WHAT IS EXPECTED
Every line below should be set down exactly as it appears.

RECORD EXTRACTS
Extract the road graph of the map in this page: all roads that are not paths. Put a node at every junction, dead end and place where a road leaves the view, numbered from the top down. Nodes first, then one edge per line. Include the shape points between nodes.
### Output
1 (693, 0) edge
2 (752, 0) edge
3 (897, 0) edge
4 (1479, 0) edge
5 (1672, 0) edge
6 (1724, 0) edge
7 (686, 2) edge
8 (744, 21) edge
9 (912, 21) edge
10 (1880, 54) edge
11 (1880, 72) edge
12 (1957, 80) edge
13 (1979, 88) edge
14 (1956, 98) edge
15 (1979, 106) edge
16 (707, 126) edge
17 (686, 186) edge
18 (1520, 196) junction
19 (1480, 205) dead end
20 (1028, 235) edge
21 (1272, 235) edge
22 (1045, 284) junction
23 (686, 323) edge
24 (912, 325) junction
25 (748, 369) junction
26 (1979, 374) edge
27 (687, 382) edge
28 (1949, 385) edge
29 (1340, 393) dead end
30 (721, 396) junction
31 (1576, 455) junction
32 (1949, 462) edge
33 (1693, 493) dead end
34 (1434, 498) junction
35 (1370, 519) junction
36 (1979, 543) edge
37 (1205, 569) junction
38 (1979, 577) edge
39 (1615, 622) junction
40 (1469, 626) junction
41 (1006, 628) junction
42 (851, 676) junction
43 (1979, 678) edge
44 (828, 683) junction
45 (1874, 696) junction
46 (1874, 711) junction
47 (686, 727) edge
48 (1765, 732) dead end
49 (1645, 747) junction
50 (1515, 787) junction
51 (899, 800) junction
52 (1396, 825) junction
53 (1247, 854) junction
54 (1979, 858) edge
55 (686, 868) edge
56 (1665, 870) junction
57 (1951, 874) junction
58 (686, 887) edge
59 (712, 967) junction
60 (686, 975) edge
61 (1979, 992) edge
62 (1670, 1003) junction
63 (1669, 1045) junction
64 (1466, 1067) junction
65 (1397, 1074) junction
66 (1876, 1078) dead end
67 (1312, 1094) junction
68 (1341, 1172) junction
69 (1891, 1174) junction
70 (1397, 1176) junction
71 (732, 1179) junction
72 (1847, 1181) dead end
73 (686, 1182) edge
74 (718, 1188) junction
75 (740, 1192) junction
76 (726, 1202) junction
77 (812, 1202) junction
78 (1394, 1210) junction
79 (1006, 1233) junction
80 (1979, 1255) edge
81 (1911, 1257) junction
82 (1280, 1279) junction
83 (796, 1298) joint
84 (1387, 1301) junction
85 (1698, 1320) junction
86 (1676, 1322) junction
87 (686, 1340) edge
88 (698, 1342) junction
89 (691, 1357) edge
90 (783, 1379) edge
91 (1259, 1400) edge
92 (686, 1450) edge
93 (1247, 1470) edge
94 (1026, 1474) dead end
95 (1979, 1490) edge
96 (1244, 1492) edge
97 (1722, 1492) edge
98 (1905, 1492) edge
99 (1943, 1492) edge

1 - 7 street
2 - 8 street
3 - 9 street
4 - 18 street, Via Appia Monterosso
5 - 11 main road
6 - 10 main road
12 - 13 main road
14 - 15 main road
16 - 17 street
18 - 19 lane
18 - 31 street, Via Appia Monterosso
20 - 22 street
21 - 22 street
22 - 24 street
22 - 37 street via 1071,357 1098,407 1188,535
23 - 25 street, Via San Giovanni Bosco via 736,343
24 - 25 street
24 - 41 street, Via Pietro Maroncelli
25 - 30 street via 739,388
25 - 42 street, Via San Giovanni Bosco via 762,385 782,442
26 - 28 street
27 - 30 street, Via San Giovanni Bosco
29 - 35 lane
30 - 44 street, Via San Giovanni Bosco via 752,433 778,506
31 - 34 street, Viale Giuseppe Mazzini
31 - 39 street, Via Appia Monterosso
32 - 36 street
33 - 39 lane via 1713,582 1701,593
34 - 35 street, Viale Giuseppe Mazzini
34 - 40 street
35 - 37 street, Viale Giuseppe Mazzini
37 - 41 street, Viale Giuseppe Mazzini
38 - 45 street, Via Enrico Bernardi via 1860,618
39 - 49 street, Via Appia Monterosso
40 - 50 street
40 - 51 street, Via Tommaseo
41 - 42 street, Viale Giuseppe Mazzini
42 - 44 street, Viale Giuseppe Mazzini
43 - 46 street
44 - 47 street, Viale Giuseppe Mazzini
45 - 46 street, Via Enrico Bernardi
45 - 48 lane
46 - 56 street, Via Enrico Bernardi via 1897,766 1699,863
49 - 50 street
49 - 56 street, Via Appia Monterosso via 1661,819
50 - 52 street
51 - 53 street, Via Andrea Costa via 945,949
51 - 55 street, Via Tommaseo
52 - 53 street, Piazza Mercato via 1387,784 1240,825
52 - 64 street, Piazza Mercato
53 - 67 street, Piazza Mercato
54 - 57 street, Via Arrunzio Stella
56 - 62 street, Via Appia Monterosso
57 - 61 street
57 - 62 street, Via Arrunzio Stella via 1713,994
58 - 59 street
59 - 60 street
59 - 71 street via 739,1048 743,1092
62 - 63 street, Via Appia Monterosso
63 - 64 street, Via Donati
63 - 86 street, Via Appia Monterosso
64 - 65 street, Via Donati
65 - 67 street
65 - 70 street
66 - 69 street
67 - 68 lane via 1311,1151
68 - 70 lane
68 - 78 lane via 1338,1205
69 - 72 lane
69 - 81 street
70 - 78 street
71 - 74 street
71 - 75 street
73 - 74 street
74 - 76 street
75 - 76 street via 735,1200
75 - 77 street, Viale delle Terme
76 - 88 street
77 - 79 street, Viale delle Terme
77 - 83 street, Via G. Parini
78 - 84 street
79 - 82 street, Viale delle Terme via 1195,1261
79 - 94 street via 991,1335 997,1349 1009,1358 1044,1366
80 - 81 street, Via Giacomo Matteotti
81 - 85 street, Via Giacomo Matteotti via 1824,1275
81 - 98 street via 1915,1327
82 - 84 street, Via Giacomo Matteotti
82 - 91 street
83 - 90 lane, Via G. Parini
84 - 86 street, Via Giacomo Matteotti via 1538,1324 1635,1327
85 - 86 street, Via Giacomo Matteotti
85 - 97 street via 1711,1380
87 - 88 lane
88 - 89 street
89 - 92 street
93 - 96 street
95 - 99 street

RESPONSE BELOW
Extract the road graph of the map in this page: all roads that are not paths. Put a node at every junction, dead end and place where a road leaves the view, numbered from the top down. Nodes first, then one edge per line. Include the shape points between nodes.
### Output
1 (693, 0) edge
2 (752, 0) edge
3 (897, 0) edge
4 (1479, 0) edge
5 (1672, 0) edge
6 (1724, 0) edge
7 (686, 2) edge
8 (744, 21) edge
9 (912, 21) edge
10 (1880, 54) edge
11 (1880, 72) edge
12 (1957, 80) edge
13 (1979, 88) edge
14 (1956, 98) edge
15 (1979, 106) edge
16 (707, 126) edge
17 (686, 186) edge
18 (1520, 196) junction
19 (1480, 205) dead end
20 (1028, 235) edge
21 (1272, 235) edge
22 (1045, 284) junction
23 (686, 323) edge
24 (912, 325) junction
25 (748, 369) junction
26 (1979, 374) edge
27 (687, 382) edge
28 (1949, 385) edge
29 (1340, 393) dead end
30 (721, 396) junction
31 (1576, 455) junction
32 (1949, 462) edge
33 (1693, 493) dead end
34 (1434, 498) junction
35 (1370, 519) junction
36 (1979, 543) edge
37 (1205, 569) junction
38 (1979, 577) edge
39 (1615, 622) junction
40 (1469, 626) junction
41 (1006, 628) junction
42 (851, 676) junction
43 (1979, 678) edge
44 (828, 683) junction
45 (1874, 696) junction
46 (1874, 711) junction
47 (686, 727) edge
48 (1765, 732) dead end
49 (1645, 747) junction
50 (1515, 787) junction
51 (899, 800) junction
52 (1396, 825) junction
53 (1247, 854) junction
54 (1979, 858) edge
55 (686, 868) edge
56 (1665, 870) junction
57 (1951, 874) junction
58 (686, 887) edge
59 (712, 967) junction
60 (686, 975) edge
61 (1979, 992) edge
62 (1670, 1003) junction
63 (1669, 1045) junction
64 (1466, 1067) junction
65 (1397, 1074) junction
66 (1876, 1078) dead end
67 (1312, 1094) junction
68 (1341, 1172) junction
69 (1891, 1174) junction
70 (1397, 1176) junction
71 (732, 1179) junction
72 (1847, 1181) dead end
73 (686, 1182) edge
74 (718, 1188) junction
75 (740, 1192) junction
76 (726, 1202) junction
77 (812, 1202) junction
78 (1394, 1210) junction
79 (1006, 1233) junction
80 (1979, 1255) edge
81 (1911, 1257) junction
82 (1280, 1279) junction
83 (796, 1298) joint
84 (1387, 1301) junction
85 (1698, 1320) junction
86 (1676, 1322) junction
87 (686, 1340) edge
88 (698, 1342) junction
89 (691, 1357) edge
90 (783, 1379) edge
91 (1259, 1400) edge
92 (686, 1450) edge
93 (1247, 1470) edge
94 (1026, 1474) dead end
95 (1979, 1490) edge
96 (1244, 1492) edge
97 (1722, 1492) edge
98 (1905, 1492) edge
99 (1943, 1492) edge

1 - 7 street
2 - 8 street
3 - 9 street
4 - 18 street, Via Appia Monterosso
5 - 11 main road
6 - 10 main road
12 - 13 main road
14 - 15 main road
16 - 17 street
18 - 19 lane
18 - 31 street, Via Appia Monterosso
20 - 22 street
21 - 22 street
22 - 24 street
22 - 37 street via 1071,357 1098,407 1188,535
23 - 25 street, Via San Giovanni Bosco via 736,343
24 - 25 street
24 - 41 street, Via Pietro Maroncelli
25 - 30 street via 739,388
25 - 42 street, Via San Giovanni Bosco via 762,385 782,442
26 - 28 street
27 - 30 street, Via San Giovanni Bosco
29 - 35 lane
30 - 44 street, Via San Giovanni Bosco via 752,433 778,506
31 - 34 street, Viale Giuseppe Mazzini
31 - 39 street, Via Appia Monterosso
32 - 36 street
33 - 39 lane via 1713,582 1701,593
34 - 35 street, Viale Giuseppe Mazzini
34 - 40 street
35 - 37 street, Viale Giuseppe Mazzini
37 - 41 street, Viale Giuseppe Mazzini
38 - 45 street, Via Enrico Bernardi via 1860,618
39 - 49 street, Via Appia Monterosso
40 - 50 street
40 - 51 street, Via Tommaseo
41 - 42 street, Viale Giuseppe Mazzini
42 - 44 street, Viale Giuseppe Mazzini
43 - 46 street
44 - 47 street, Viale Giuseppe Mazzini
45 - 46 street, Via Enrico Bernardi
45 - 48 lane
46 - 56 street, Via Enrico Bernardi via 1897,766 1699,863
49 - 50 street
49 - 56 street, Via Appia Monterosso via 1661,819
50 - 52 street
51 - 53 street, Via Andrea Costa via 945,949
51 - 55 street, Via Tommaseo
52 - 53 street, Piazza Mercato via 1387,784 1240,825
52 - 64 street, Piazza Mercato
53 - 67 street, Piazza Mercato
54 - 57 street, Via Arrunzio Stella
56 - 62 street, Via Appia Monterosso
57 - 61 street
57 - 62 street, Via Arrunzio Stella via 1713,994
58 - 59 street
59 - 60 street
59 - 71 street via 739,1048 743,1092
62 - 63 street, Via Appia Monterosso
63 - 64 street, Via Donati
63 - 86 street, Via Appia Monterosso
64 - 65 street, Via Donati
65 - 67 street
65 - 70 street
66 - 69 street
67 - 68 lane via 1311,1151
68 - 70 lane
68 - 78 lane via 1338,1205
69 - 72 lane
69 - 81 street
70 - 78 street
71 - 74 street
71 - 75 street
73 - 74 street
74 - 76 street
75 - 76 street via 735,1200
75 - 77 street, Viale delle Terme
76 - 88 street
77 - 79 street, Viale delle Terme
77 - 83 street, Via G. Parini
78 - 84 street
79 - 82 street, Viale delle Terme via 1195,1261
79 - 94 street via 991,1335 997,1349 1009,1358 1044,1366
80 - 81 street, Via Giacomo Matteotti
81 - 85 street, Via Giacomo Matteotti via 1824,1275
81 - 98 street via 1915,1327
82 - 84 street, Via Giacomo Matteotti
82 - 91 street
83 - 90 lane, Via G. Parini
84 - 86 street, Via Giacomo Matteotti via 1538,1324 1635,1327
85 - 86 street, Via Giacomo Matteotti
85 - 97 street via 1711,1380
87 - 88 lane
88 - 89 street
89 - 92 street
93 - 96 street
95 - 99 street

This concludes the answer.